Les secteurs de Walendu Tatsi, Pitsi et Bahema Nord figurent parmi les zones où la situation sécuritaire s’est améliorée. Dans ces localités, la baisse des violences a permis une reprise progressive de la vie socio-économique.
Sur le terrain, les signes de normalisation se multiplient. La circulation a repris sur plusieurs axes routiers stratégiques, notamment entre Largu, Blukwa, Tché, Saliboko et Katoto. Cette reprise permet aux habitants de renouer avec leurs activités agricoles et commerciales.
Témoignant de cette évolution, Charité Banza, acteur de la société civile dans la zone, décrit un retour progressif à la normalité :
« Les gens retournent dans la brousse pour cultiver et récolter. La circulation a repris sur les axes Largu–Massumbuko, Saliboko et Katoto, même tard dans la journée. Les marchés fonctionnent de nouveau. Les habitants de Bahema Nord fréquentent les marchés de Walendu Tatsi à Dzuda, tandis que ceux de Walendu Tatsi viennent aussi vendre et acheter dans les marchés de Massumbuko. On constate que les échanges entre les communautés reprennent progressivement ».
Cette reprise des activités économiques favorise également un début de rapprochement entre communautés, contribuant ainsi à renforcer la cohésion sociale dans plusieurs villages de Djugu.
Des déplacés encore hésitants
Malgré ces avancées, la situation reste fragile dans certaines zones.

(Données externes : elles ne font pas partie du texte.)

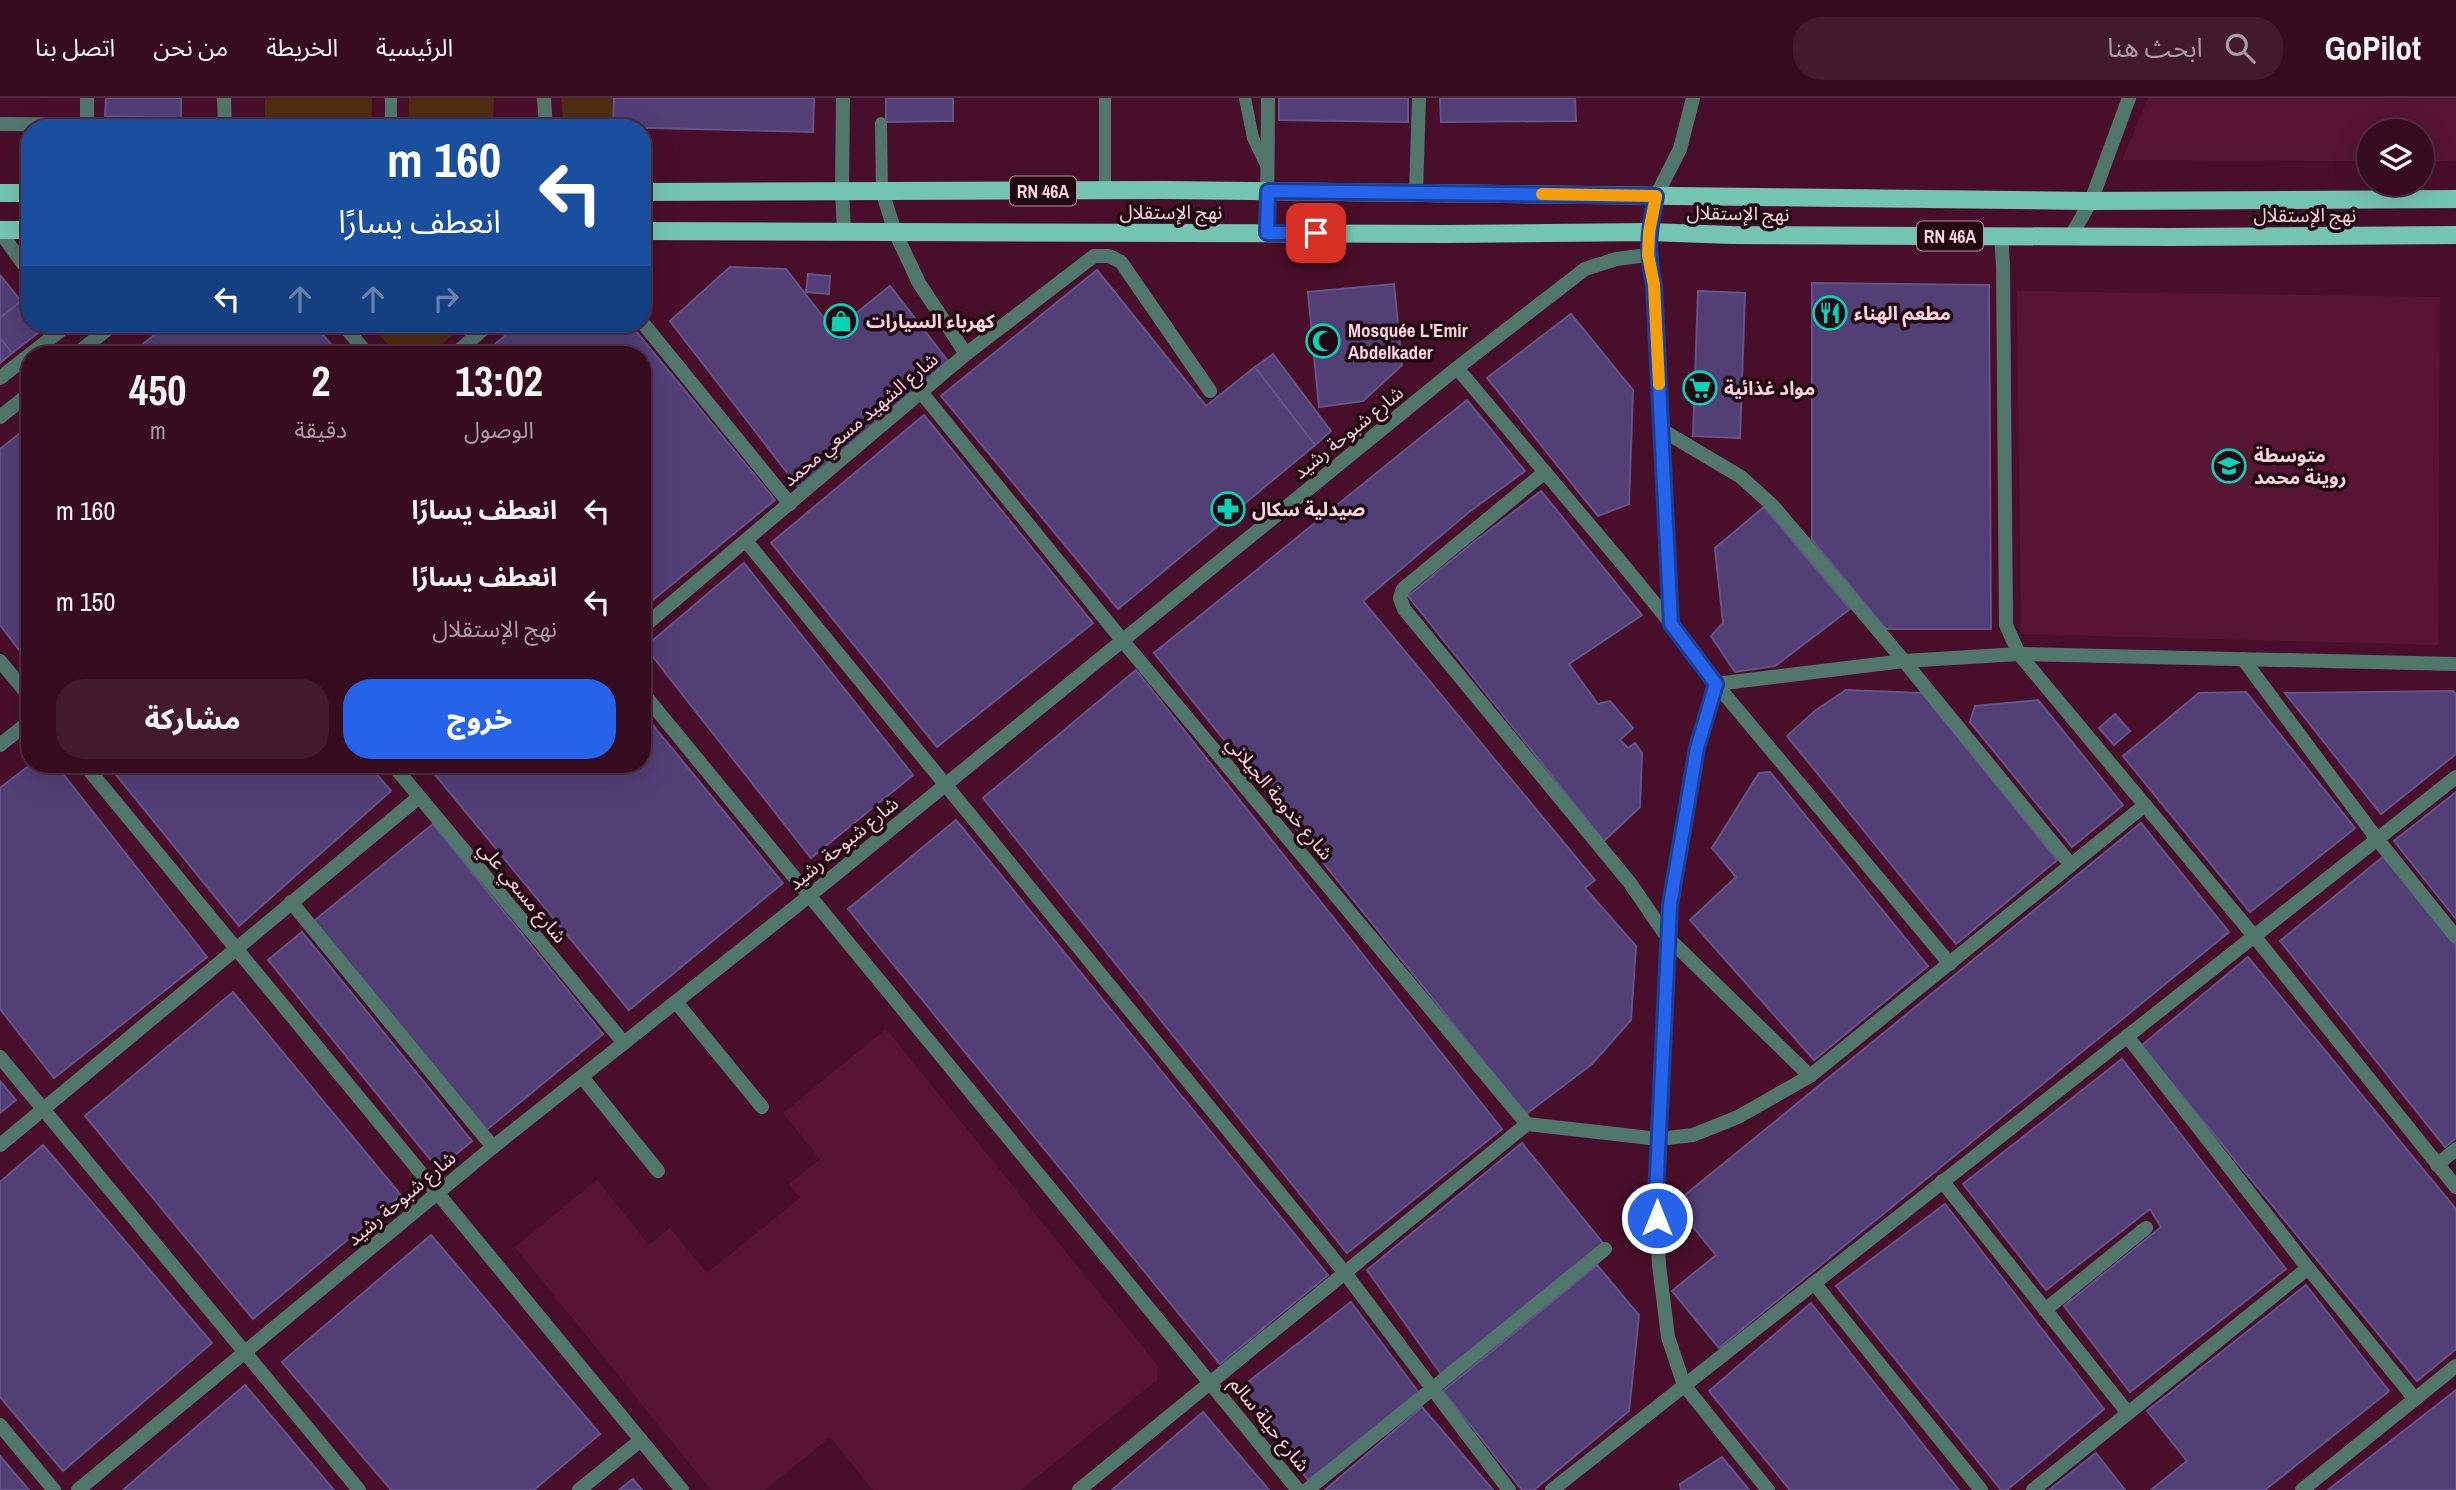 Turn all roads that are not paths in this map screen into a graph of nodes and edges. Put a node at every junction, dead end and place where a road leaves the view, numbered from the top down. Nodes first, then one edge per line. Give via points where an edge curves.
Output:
1 (87, 98) edge
2 (224, 98) edge
3 (391, 98) edge
4 (544, 98) edge
5 (843, 98) edge
6 (1105, 98) edge
7 (1245, 98) edge
8 (1268, 98) edge
9 (1419, 98) edge
10 (1693, 98) edge
11 (2129, 98) edge
12 (87, 119) edge
13 (225, 119) edge
14 (391, 119) edge
15 (545, 119) edge
16 (881, 123) dead end
17 (0, 124) edge
18 (21, 124) edge
19 (1267, 167) junction
20 (842, 191) junction
21 (882, 191) junction
22 (1105, 191) junction
23 (1268, 191) junction
24 (651, 192) edge
25 (0, 193) edge
26 (21, 193) edge
27 (1416, 193) junction
28 (1656, 196) junction
29 (2456, 199) edge
30 (2091, 201) junction
31 (21, 230) edge
32 (0, 231) edge
33 (651, 231) edge
34 (844, 231) junction
35 (895, 232) junction
36 (1649, 232) junction
37 (1267, 233) junction
38 (2456, 235) edge
39 (2001, 236) junction
40 (2071, 236) junction
41 (1648, 255) junction
42 (21, 260) edge
43 (58, 333) edge
44 (103, 333) edge
45 (479, 333) edge
46 (651, 333) edge
47 (41, 346) edge
48 (86, 346) edge
49 (464, 346) edge
50 (966, 355) junction
51 (21, 362) edge
52 (1457, 368) junction
53 (0, 379) edge
54 (1210, 391) dead end
55 (921, 392) junction
56 (21, 400) edge
57 (0, 417) edge
58 (1662, 430) junction
59 (1545, 472) junction
60 (790, 504) junction
61 (746, 541) junction
62 (651, 620) edge
63 (1671, 624) junction
64 (1122, 640) junction
65 (2020, 654) junction
66 (2243, 659) junction
67 (0, 661) edge
68 (1904, 661) junction
69 (2456, 664) edge
70 (1716, 684) junction
71 (21, 686) edge
72 (651, 703) edge
73 (21, 728) edge
74 (0, 745) edge
75 (92, 773) edge
76 (400, 773) edge
77 (2456, 777) edge
78 (946, 785) junction
79 (419, 797) junction
80 (2145, 805) junction
81 (2376, 839) junction
82 (2071, 865) junction
83 (808, 896) junction
84 (291, 902) junction
85 (2254, 936) junction
86 (1667, 937) junction
87 (2456, 937) edge
88 (235, 949) junction
89 (1950, 964) junction
90 (676, 1002) junction
91 (2127, 1036) junction
92 (624, 1044) junction
93 (0, 1057) edge
94 (1810, 1076) junction
95 (582, 1077) junction
96 (762, 1107) dead end
97 (43, 1110) junction
98 (1527, 1124) junction
99 (1659, 1139) junction
100 (0, 1145) edge
101 (493, 1147) junction
102 (2456, 1149) edge
103 (2437, 1164) junction
104 (658, 1171) dead end
105 (1942, 1181) junction
106 (2456, 1187) edge
107 (438, 1194) junction
108 (2146, 1228) dead end
109 (1605, 1249) dead end
110 (2308, 1268) junction
111 (1345, 1273) junction
112 (1814, 1283) junction
113 (2045, 1310) junction
114 (244, 1352) junction
115 (2456, 1366) edge
116 (1211, 1382) junction
117 (1684, 1385) junction
118 (1431, 1389) junction
119 (2415, 1399) junction
120 (2128, 1413) junction
121 (0, 1426) edge
122 (641, 1440) junction
123 (54, 1490) edge
124 (78, 1490) edge
125 (359, 1490) edge
126 (579, 1490) edge
127 (682, 1490) edge
128 (1079, 1490) edge
129 (1298, 1490) edge
130 (1307, 1490) edge
131 (1509, 1490) edge
132 (1552, 1490) edge
133 (1768, 1490) edge
134 (1981, 1490) edge
135 (2033, 1490) edge
136 (2302, 1490) edge

1 - 12 street
2 - 13 street
3 - 14 lane
4 - 15 street
5 - 20 street
6 - 22 lane
7 - 19 lane via 1253,138
8 - 19 street
9 - 27 street
10 - 28 street via 1679,149
11 - 30 street
16 - 21 lane
17 - 18 street
19 - 23 street
20 - 21 main road, نهج الإستقلال / RN 46A
20 - 24 main road, نهج الإستقلال / RN 46A
20 - 34 street
21 - 22 main road, نهج الإستقلال / RN 46A
21 - 35 street
22 - 23 main road, نهج الإستقلال / RN 46A
23 - 27 main road, نهج الإستقلال / RN 46A
23 - 37 street
25 - 26 main road
27 - 28 main road, نهج الإستقلال / RN 46A
28 - 30 main road, نهج الإستقلال / RN 46A
28 - 36 street
29 - 30 main road, نهج الإستقلال / RN 46A
30 - 40 street
31 - 32 main road
32 - 42 street
33 - 34 main road, نهج الإستقلال / RN 46A
34 - 35 main road, نهج الإستقلال / RN 46A
35 - 37 main road, نهج الإستقلال / RN 46A
35 - 50 street via 919,283
36 - 37 main road, نهج الإستقلال / RN 46A
36 - 39 main road, نهج الإستقلال / RN 46A
36 - 41 street
38 - 40 main road, نهج الإستقلال / RN 46A
39 - 40 main road, نهج الإستقلال / RN 46A
39 - 65 street via 2006,625
41 - 52 street, شارع شبوحة رشيد via 1585,269
41 - 58 street via 1654,285
43 - 47 street
44 - 48 street
45 - 49 street
46 - 60 street
50 - 54 street, شارع الشهيد مسعي محمد via 1094,256 1109,256 1121,262
50 - 55 street, شارع الشهيد مسعي محمد
51 - 53 street
52 - 59 street
52 - 64 street, شارع شبوحة رشيد
55 - 60 street, شارع الشهيد مسعي محمد
55 - 64 street, شارع خدومة الجيلاني
56 - 57 street
58 - 63 street
58 - 68 street via 1741,477 1773,506
59 - 63 street
59 - 86 street via 1403,589 1400,598 1404,609 1630,883
60 - 61 street, شارع الشهيد مسعي محمد
61 - 62 street, شارع الشهيد مسعي محمد
61 - 78 street
63 - 70 street
64 - 78 street, شارع شبوحة رشيد
64 - 98 street, شارع خدومة الجيلاني
65 - 66 street
65 - 68 street
65 - 80 street
66 - 69 street
66 - 81 street
67 - 71 street
68 - 70 street
68 - 82 street
70 - 86 street via 1697,748
70 - 89 street
72 - 83 street, شارع حيلة سالم
73 - 74 street
75 - 88 street
76 - 79 street, شارع مسعي علي
77 - 81 street
78 - 83 street, شارع شبوحة رشيد
78 - 111 street
79 - 84 street
79 - 92 street, شارع مسعي علي
80 - 82 street
80 - 85 street
81 - 85 street
81 - 87 street
82 - 89 street
83 - 90 street, شارع شبوحة رشيد
83 - 116 street, شارع حيلة سالم
84 - 88 street
84 - 101 street
85 - 91 street
85 - 103 street
86 - 94 street
86 - 99 street
88 - 97 street
88 - 107 street
89 - 94 street
90 - 92 street, شارع شبوحة رشيد
90 - 96 street
91 - 105 street
91 - 110 street
92 - 95 street, شارع شبوحة رشيد
93 - 97 street
94 - 99 street via 1738,1117 1693,1135
95 - 101 street, شارع شبوحة رشيد
95 - 104 street
97 - 100 street
97 - 114 street
98 - 99 street
98 - 111 street
99 - 117 street via 1659,1265 1668,1337
101 - 107 street, شارع شبوحة رشيد
102 - 103 street
103 - 106 street
105 - 112 street
105 - 113 street
107 - 114 street, شارع شبوحة رشيد
107 - 122 street
108 - 113 street
109 - 118 street
110 - 119 street
110 - 120 street
111 - 116 street
111 - 118 street
112 - 117 street
112 - 134 street
113 - 120 street
114 - 124 street, شارع شبوحة رشيد
114 - 125 street
115 - 119 street
116 - 128 street
116 - 129 street, شارع حيلة سالم
117 - 132 street
117 - 133 street
118 - 130 street
118 - 131 street
119 - 136 street
120 - 135 street
121 - 123 street
122 - 126 street
122 - 127 street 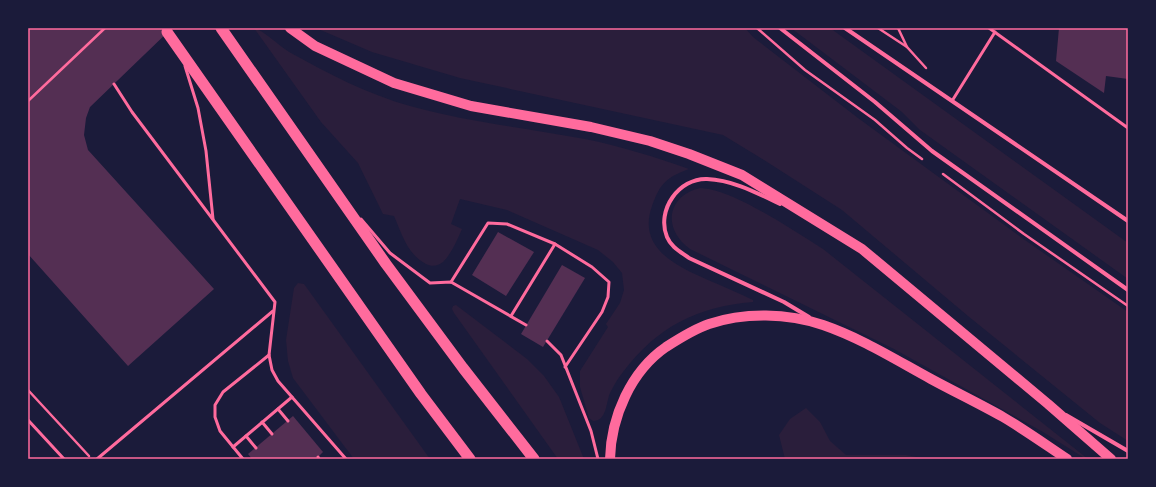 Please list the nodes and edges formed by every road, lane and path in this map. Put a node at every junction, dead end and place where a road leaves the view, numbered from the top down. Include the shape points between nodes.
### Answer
1 (105, 28) edge
2 (221, 28) edge
3 (290, 28) edge
4 (780, 28) edge
5 (845, 28) edge
6 (878, 28) edge
7 (898, 28) edge
8 (989, 28) edge
9 (167, 32) dead end
10 (994, 32) junction
11 (907, 47) junction
12 (180, 51) junction
13 (929, 70) dead end
14 (114, 84) dead end
15 (28, 100) edge
16 (952, 101) junction
17 (1128, 128) edge
18 (327, 181) junction
19 (213, 220) junction
20 (817, 220) junction
21 (1128, 221) edge
22 (555, 244) junction
23 (452, 282) junction
24 (1128, 290) edge
25 (273, 311) junction
26 (510, 316) junction
27 (526, 325) dead end
28 (822, 325) junction
29 (547, 341) dead end
30 (269, 355) junction
31 (565, 367) junction
32 (28, 390) edge
33 (292, 397) junction
34 (1048, 404) junction
35 (278, 409) junction
36 (28, 420) edge
37 (288, 421) dead end
38 (262, 422) junction
39 (272, 434) dead end
40 (246, 436) junction
41 (233, 447) junction
42 (256, 448) dead end
43 (1128, 451) edge
44 (64, 459) edge
45 (92, 459) edge
46 (97, 459) edge
47 (243, 459) edge
48 (346, 459) edge
49 (470, 459) edge
50 (534, 459) edge
51 (598, 459) edge
52 (610, 459) edge
53 (1066, 459) edge
54 (1111, 459) edge

1 - 15 path
2 - 18 highway
3 - 20 main road via 315,46 394,83 471,106 591,127 650,141 689,154 742,175
4 - 24 street via 932,151
5 - 16 street
6 - 11 path
7 - 11 path
8 - 10 lane
9 - 12 highway
10 - 16 lane
10 - 17 lane
11 - 13 path
12 - 19 lane via 198,108 206,151
12 - 49 highway via 421,394
14 - 19 lane
16 - 21 street
18 - 23 lane via 390,253 430,283
18 - 50 highway via 463,368
19 - 25 lane via 275,302
20 - 28 street via 746,189 724,181 707,179 694,180 672,198 666,210 664,224 667,238 675,248 689,258 784,302
20 - 34 main road via 862,248
22 - 23 lane via 507,224 488,223
22 - 26 lane
22 - 31 lane via 592,267 609,282 608,297 602,312
23 - 26 lane
25 - 30 lane
25 - 46 lane
26 - 27 lane
28 - 52 main road via 768,316 737,318 709,324 683,336 644,366 628,390 616,417
28 - 53 main road via 857,339 1004,418
29 - 31 lane via 561,355
30 - 33 lane via 272,370 278,381
30 - 41 lane via 223,392 215,405 215,417 220,431
31 - 51 lane via 591,431
32 - 45 path
33 - 35 lane
33 - 48 lane
34 - 43 street
34 - 54 main road
35 - 37 lane
35 - 38 lane
36 - 44 lane
38 - 39 lane
38 - 40 lane
40 - 41 lane
40 - 42 lane
41 - 47 lane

À Bule, toujours dans le territoire de Djugu, de nombreuses familles déplacées se montrent encore réticentes à regagner leurs villages d’origine.
Selon un responsable religieux ayant requis l’anonymat, cette prudence s’explique par un climat de méfiance persistant, notamment après les affrontements entre les Forces armées de la RDC (FARDC) et les combattants du groupe armé CRP. Dans certains cas, des civils auraient été assimilés à des combattants, alimentant ainsi les tensions et les craintes au sein de la population.
Pour cet acteur local, le retour durable de la paix ne dépend pas uniquement de l’amélioration de la sécurité sur le terrain, mais aussi de la restauration de la confiance entre les populations et les forces de défense.
Ainsi, si le calme observé ces dernières semaines constitue un signal encourageant, il reste encore des défis à relever pour consolider la stabilité importante et permettre un retour massif et sécurisé des déplacés dans leurs milieux d’origine.